Segment Open
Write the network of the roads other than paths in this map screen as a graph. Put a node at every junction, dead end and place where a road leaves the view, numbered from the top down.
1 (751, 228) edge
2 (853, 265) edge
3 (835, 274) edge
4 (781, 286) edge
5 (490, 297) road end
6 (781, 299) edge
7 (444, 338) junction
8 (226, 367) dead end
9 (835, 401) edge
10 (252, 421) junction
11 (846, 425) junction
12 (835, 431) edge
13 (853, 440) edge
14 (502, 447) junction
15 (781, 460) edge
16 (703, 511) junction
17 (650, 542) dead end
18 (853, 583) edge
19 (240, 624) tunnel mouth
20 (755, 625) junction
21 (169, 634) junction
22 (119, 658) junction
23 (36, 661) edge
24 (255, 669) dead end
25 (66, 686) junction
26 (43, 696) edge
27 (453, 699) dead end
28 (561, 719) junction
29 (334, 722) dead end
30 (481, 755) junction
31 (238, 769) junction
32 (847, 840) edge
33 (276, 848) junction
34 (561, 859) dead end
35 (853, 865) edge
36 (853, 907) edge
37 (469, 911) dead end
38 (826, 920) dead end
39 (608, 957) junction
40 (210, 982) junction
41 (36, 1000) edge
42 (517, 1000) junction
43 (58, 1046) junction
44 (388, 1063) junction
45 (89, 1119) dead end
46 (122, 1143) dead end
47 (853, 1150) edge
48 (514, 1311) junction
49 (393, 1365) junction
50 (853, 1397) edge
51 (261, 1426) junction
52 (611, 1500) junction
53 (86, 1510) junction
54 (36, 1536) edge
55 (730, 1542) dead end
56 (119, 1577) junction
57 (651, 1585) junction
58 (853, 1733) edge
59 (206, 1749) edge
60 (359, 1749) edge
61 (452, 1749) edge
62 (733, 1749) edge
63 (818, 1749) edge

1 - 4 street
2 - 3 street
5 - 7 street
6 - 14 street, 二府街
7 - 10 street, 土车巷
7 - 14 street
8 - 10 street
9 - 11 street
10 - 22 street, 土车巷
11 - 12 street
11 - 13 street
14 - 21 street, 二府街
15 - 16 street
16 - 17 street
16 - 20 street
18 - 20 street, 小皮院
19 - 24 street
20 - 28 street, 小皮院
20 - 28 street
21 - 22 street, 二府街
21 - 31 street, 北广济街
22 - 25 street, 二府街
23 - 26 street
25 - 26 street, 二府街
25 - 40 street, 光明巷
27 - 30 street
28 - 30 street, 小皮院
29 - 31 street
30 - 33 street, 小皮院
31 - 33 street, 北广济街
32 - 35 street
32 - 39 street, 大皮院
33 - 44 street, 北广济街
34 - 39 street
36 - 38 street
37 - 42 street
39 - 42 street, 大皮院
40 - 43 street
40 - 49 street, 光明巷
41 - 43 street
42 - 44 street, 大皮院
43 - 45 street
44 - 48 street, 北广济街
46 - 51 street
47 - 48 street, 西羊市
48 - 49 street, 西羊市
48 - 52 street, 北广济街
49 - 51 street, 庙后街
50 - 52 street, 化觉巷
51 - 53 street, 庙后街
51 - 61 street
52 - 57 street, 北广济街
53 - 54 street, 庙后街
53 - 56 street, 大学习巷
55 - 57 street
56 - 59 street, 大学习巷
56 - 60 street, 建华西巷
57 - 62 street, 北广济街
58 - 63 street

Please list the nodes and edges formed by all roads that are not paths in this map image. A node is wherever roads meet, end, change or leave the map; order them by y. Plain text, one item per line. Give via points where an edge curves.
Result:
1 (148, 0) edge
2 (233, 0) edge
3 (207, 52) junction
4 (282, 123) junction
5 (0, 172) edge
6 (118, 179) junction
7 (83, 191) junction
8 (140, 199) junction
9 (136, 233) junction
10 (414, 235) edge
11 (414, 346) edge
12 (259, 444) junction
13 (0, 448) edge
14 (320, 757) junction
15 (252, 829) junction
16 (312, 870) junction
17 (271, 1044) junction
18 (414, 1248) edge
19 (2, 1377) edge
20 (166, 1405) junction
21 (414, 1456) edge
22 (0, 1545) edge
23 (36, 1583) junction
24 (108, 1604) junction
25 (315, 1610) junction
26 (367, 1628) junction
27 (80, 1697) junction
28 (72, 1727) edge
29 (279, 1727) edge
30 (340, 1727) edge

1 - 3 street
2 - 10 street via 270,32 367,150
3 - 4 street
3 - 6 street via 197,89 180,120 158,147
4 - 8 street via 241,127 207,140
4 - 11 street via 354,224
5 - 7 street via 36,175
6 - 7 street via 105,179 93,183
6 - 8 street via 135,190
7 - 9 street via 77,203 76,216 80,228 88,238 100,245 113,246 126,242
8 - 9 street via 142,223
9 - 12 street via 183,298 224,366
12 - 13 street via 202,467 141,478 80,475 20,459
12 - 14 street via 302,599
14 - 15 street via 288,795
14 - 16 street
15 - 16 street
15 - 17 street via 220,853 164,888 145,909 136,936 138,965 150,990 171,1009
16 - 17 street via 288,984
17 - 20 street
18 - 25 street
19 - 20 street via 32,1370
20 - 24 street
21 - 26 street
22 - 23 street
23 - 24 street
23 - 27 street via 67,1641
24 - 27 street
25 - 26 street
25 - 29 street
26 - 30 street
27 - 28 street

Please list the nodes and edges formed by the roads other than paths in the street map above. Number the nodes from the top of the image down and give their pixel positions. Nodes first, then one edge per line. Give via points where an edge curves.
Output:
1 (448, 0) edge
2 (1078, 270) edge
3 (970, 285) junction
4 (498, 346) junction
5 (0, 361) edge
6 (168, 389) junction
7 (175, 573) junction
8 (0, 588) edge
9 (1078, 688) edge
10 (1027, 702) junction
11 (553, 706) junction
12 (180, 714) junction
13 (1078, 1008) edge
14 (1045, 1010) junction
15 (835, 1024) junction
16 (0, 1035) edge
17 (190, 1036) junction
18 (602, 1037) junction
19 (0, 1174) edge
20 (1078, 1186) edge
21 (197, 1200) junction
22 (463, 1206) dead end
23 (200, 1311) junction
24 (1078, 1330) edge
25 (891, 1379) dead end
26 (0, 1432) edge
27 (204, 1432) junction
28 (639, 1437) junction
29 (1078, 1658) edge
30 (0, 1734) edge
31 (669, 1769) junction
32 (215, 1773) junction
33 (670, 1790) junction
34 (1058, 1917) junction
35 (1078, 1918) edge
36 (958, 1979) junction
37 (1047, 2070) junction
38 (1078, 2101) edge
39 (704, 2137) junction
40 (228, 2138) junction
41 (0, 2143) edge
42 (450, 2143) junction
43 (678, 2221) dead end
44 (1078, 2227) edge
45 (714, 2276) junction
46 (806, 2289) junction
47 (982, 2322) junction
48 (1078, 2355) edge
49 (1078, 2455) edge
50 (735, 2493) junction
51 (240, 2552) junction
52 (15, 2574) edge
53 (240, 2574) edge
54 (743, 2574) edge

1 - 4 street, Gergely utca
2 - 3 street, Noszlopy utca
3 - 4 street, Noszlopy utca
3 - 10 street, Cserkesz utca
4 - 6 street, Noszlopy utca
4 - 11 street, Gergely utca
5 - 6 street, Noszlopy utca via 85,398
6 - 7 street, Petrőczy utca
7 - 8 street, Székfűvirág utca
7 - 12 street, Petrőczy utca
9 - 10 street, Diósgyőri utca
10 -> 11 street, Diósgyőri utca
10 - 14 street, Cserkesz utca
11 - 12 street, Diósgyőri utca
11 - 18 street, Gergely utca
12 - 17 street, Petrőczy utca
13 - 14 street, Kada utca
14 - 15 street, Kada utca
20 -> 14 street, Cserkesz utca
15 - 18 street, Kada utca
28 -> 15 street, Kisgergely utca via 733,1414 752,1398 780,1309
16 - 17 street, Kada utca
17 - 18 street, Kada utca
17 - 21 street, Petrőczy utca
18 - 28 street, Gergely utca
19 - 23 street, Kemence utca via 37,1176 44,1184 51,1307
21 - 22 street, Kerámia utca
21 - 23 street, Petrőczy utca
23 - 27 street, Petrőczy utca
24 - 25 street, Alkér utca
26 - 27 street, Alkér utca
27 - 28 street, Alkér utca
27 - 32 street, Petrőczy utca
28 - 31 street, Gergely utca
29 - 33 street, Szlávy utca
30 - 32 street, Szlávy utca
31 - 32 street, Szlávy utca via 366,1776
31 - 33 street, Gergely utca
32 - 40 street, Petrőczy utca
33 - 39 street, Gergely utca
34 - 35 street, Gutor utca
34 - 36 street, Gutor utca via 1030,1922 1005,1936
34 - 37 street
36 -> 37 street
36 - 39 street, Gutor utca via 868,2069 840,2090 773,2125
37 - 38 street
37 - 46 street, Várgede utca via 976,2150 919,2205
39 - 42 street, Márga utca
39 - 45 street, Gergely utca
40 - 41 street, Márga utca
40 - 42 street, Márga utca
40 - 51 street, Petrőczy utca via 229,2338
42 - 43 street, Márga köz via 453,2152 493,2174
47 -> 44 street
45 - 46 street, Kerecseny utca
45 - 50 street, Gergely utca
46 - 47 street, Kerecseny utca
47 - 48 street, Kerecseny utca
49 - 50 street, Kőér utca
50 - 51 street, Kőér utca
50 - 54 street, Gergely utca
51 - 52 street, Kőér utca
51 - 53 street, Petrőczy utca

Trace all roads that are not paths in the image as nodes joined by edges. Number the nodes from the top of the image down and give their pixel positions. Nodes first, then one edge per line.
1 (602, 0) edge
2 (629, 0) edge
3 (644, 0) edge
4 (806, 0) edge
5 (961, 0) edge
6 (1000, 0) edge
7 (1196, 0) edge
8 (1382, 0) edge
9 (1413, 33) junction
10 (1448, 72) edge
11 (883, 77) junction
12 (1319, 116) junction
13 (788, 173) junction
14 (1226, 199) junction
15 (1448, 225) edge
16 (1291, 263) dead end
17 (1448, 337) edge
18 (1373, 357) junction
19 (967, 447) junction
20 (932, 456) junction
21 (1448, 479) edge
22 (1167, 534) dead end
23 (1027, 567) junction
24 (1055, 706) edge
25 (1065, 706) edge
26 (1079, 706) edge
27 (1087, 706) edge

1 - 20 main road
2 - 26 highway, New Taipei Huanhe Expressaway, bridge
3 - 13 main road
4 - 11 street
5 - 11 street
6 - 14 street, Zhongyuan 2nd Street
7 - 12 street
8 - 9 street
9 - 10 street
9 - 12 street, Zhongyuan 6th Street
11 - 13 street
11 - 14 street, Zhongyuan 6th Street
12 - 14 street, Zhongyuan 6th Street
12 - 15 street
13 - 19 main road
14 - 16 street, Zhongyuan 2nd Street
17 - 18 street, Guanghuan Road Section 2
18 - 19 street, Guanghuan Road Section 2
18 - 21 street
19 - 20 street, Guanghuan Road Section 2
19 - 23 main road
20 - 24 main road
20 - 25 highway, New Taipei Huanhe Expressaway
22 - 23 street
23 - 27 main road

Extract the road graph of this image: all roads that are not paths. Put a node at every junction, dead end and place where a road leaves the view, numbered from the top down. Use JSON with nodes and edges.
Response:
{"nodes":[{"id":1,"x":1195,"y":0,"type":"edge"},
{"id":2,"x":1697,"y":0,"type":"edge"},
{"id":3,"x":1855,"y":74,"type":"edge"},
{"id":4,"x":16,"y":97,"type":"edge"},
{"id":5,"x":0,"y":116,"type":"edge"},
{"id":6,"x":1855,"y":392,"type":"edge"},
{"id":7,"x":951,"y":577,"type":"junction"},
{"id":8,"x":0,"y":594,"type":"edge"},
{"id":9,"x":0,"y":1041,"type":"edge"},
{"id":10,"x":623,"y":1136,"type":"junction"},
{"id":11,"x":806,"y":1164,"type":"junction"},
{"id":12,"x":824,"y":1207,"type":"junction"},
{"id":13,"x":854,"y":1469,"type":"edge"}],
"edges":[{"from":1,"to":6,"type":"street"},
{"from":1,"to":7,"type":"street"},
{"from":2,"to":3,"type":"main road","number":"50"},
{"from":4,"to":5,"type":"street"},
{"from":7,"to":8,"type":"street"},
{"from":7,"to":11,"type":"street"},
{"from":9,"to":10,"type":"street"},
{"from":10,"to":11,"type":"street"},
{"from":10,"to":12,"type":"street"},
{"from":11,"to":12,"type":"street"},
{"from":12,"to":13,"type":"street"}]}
Segment Closed
Report how many lines in the data above contain "Petrőczy", without any other words.

▶ [ANSWER SECTION]:
10